Monday, April 18, 2005

China and Mexican Immigration

A friend of mine made an excellent point. I was going on, as I do, about how I am sensing that many observers see that China's miracle is phony. My friend had sent me a long STRATFOR article China's Economy: Crash or Slow Decline? By Rodger Baker. in which Mr Baker avers that China is about to or is in the midst of a major econimic correction. Here is what I wrote:

A lot of folks are beating this drum, regarding the fraud that is the China miracle, and the likelihood of a crash. A crash is coming, with many reports saying it is underway now. I think we will look back 10 years from now at the wreckage of China, just as we did with the wreckage of the Warsaw Pact countries and say, why didn't we see it coming?

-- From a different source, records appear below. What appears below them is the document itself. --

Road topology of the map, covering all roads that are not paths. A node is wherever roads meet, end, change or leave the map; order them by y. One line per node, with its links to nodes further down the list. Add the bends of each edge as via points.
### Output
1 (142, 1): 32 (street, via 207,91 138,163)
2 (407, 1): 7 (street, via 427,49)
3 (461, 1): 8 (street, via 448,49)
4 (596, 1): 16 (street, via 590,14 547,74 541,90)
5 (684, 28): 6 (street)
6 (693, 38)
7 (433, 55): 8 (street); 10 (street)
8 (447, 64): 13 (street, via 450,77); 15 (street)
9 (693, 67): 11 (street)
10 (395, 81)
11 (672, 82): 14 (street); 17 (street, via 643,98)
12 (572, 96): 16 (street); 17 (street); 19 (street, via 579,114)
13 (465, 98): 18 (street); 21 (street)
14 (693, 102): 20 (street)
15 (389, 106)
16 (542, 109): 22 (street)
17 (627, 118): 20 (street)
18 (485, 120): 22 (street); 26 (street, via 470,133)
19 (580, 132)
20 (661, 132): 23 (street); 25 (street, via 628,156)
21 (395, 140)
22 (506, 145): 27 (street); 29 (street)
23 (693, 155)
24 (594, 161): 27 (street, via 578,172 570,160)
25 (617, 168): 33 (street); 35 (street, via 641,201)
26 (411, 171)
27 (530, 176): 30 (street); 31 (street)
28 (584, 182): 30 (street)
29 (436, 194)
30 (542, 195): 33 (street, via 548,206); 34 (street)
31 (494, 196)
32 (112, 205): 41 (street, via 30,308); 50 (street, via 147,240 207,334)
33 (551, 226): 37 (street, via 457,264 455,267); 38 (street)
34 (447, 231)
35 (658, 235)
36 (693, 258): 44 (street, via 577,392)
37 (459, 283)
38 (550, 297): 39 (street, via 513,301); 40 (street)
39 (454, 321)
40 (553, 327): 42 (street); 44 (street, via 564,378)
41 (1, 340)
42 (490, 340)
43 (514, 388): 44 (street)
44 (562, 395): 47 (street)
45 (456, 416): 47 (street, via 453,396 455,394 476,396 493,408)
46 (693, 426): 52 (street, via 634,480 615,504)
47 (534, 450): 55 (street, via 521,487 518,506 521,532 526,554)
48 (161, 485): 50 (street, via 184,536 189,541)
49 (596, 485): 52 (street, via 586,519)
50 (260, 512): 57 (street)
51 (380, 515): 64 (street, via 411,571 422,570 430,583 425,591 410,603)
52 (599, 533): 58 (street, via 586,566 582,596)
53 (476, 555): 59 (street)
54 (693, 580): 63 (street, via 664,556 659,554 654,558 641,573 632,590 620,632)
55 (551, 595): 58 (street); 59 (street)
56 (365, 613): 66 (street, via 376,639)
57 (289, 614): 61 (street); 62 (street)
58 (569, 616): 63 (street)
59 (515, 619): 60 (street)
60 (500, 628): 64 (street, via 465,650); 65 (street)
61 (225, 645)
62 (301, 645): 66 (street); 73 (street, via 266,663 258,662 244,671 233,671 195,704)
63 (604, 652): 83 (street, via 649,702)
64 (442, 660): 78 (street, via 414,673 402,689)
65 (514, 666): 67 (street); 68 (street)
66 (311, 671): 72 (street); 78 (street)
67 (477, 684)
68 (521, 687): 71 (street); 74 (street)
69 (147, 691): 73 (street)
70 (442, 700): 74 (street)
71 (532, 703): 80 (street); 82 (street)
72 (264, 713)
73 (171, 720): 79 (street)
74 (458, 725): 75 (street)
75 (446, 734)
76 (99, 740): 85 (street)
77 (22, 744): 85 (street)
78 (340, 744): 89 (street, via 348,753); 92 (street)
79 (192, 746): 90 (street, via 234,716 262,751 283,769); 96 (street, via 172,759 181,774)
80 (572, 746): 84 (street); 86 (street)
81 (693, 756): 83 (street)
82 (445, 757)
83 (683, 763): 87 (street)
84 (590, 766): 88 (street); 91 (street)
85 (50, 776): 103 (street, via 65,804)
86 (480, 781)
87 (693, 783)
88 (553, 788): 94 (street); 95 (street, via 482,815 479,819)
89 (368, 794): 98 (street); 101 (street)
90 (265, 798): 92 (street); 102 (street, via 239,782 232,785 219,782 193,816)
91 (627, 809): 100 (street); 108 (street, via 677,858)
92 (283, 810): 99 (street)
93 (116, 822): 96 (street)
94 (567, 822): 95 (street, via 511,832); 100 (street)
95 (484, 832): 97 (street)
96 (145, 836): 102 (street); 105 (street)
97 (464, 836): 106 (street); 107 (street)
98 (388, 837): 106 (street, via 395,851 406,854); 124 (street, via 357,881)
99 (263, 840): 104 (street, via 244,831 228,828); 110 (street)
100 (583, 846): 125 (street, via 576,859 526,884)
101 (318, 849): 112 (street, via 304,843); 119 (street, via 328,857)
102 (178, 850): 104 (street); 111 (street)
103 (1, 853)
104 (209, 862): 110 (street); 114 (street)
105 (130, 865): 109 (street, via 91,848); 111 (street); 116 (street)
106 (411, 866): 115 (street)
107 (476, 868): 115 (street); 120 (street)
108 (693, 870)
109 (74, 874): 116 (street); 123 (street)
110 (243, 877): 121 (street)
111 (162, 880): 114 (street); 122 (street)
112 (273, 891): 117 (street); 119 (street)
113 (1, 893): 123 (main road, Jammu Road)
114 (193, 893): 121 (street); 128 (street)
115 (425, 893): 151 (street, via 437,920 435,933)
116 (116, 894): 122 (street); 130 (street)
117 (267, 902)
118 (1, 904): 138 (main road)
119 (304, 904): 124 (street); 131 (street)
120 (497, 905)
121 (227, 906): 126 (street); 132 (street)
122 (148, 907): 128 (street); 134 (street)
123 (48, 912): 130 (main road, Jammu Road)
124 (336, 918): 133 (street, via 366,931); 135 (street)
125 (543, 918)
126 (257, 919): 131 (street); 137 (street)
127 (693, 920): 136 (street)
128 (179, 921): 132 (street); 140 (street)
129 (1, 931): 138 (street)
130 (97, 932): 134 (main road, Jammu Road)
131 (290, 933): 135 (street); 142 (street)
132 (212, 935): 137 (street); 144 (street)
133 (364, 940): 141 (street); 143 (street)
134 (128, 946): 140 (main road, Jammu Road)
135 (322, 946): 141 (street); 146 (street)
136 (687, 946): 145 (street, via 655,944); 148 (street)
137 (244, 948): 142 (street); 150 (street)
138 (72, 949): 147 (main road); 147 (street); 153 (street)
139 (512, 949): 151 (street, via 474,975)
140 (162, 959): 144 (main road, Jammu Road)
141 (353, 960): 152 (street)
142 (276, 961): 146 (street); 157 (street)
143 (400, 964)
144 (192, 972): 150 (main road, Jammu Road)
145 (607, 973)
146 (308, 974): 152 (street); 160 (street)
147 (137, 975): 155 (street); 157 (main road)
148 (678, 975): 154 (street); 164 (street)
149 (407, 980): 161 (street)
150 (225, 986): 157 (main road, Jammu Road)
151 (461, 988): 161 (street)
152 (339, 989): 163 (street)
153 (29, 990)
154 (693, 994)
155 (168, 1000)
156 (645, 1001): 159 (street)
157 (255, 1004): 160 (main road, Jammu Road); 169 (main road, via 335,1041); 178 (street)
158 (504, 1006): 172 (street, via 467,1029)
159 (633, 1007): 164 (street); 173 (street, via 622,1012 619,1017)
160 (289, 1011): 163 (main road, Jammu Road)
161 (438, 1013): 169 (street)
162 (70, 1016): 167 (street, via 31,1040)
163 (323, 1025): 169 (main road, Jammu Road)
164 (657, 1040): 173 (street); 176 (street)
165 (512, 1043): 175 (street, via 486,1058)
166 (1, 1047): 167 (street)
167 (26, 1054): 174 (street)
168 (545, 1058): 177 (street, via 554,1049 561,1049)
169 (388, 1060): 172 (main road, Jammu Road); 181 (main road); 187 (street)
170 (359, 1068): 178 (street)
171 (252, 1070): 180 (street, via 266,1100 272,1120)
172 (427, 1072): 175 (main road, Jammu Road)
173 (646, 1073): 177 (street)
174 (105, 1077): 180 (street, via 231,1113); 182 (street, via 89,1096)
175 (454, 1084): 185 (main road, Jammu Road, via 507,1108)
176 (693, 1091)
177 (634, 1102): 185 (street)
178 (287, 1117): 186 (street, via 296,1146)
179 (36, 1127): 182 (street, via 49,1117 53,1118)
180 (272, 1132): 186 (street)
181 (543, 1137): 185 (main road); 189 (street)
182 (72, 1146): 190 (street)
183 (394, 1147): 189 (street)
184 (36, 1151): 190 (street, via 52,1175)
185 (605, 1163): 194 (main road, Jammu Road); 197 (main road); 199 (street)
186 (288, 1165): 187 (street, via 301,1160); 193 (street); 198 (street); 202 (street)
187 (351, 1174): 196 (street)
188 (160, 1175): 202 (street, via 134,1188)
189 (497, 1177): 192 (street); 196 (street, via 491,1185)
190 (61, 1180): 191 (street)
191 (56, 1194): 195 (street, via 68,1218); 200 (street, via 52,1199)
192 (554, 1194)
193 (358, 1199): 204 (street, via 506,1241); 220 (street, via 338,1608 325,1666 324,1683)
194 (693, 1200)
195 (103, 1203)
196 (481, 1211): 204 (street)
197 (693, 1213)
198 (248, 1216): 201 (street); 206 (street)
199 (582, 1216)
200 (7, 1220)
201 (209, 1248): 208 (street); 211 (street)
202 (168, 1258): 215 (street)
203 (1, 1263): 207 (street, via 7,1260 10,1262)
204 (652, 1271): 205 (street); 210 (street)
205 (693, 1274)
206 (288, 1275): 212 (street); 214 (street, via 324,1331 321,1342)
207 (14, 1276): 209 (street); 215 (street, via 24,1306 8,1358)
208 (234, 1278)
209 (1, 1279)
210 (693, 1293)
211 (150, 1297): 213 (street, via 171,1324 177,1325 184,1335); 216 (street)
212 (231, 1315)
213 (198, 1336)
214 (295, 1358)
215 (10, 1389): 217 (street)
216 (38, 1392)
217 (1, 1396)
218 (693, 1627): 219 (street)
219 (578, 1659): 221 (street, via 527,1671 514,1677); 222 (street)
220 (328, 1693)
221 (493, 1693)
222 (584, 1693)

He came back with this observation.
If this happens, what will WalMart have to sell?

To which I responded:
Stuff made in Mexico. A big reason for the illegal immigration from Mexico is the fact that China has undercut them, amazingly, so there is absolutely no opportunity in Mexico except to come North and try to find work in the service industy. The collapse of China will result in more security along the southern border.

You never hear this from even the more thoughtful analysts of the Chinese situation. Here is a long post about the current Chinese shenanigans from Publius which is linked from Instapundit. What everyone seems to miss is that the current trends in illegal immigration from Mexico are DIRECTLY related to the criminal enterprise that is China Inc.

The analogy is similar to what happens when sweatshops run by the Mob open in a neighborhood. Soon, legitimate businesses either must match the the price of goods put out by the illegal businesses and therefor engage in illegal business practices themselves OR the legitimate businesses go broke, and the formerly, gainfully employed workers are forced into illegal activity to make a living.

When China came on the scene and began producing goods made by slave labor, the costs of these goods were below even what cheap Mexican factories could produce or even could conceivably compete with. Hence, huge orders from WalMart and other discounting retailers went to Chinese companies which had the twin deleterious effects of propping up the Chinese communists, and killing the possibility that Mexican producers could meet the needs of WalMart.

Imagine a world in which Mexico and China compete on a level, legal playing field, each leveraging their natural advantages to produce low priced goods for the American consumer. Mexican industry, producing low priced goods with cheap transportation costs, would boom, and there would be real incentive for Mexicans currently running for the border to stay home and work for decent wages. China would face a major restructuring and violent economic upheaval, but would eventually retool to produce competitive goods and sustainable (and realistic) growth rates.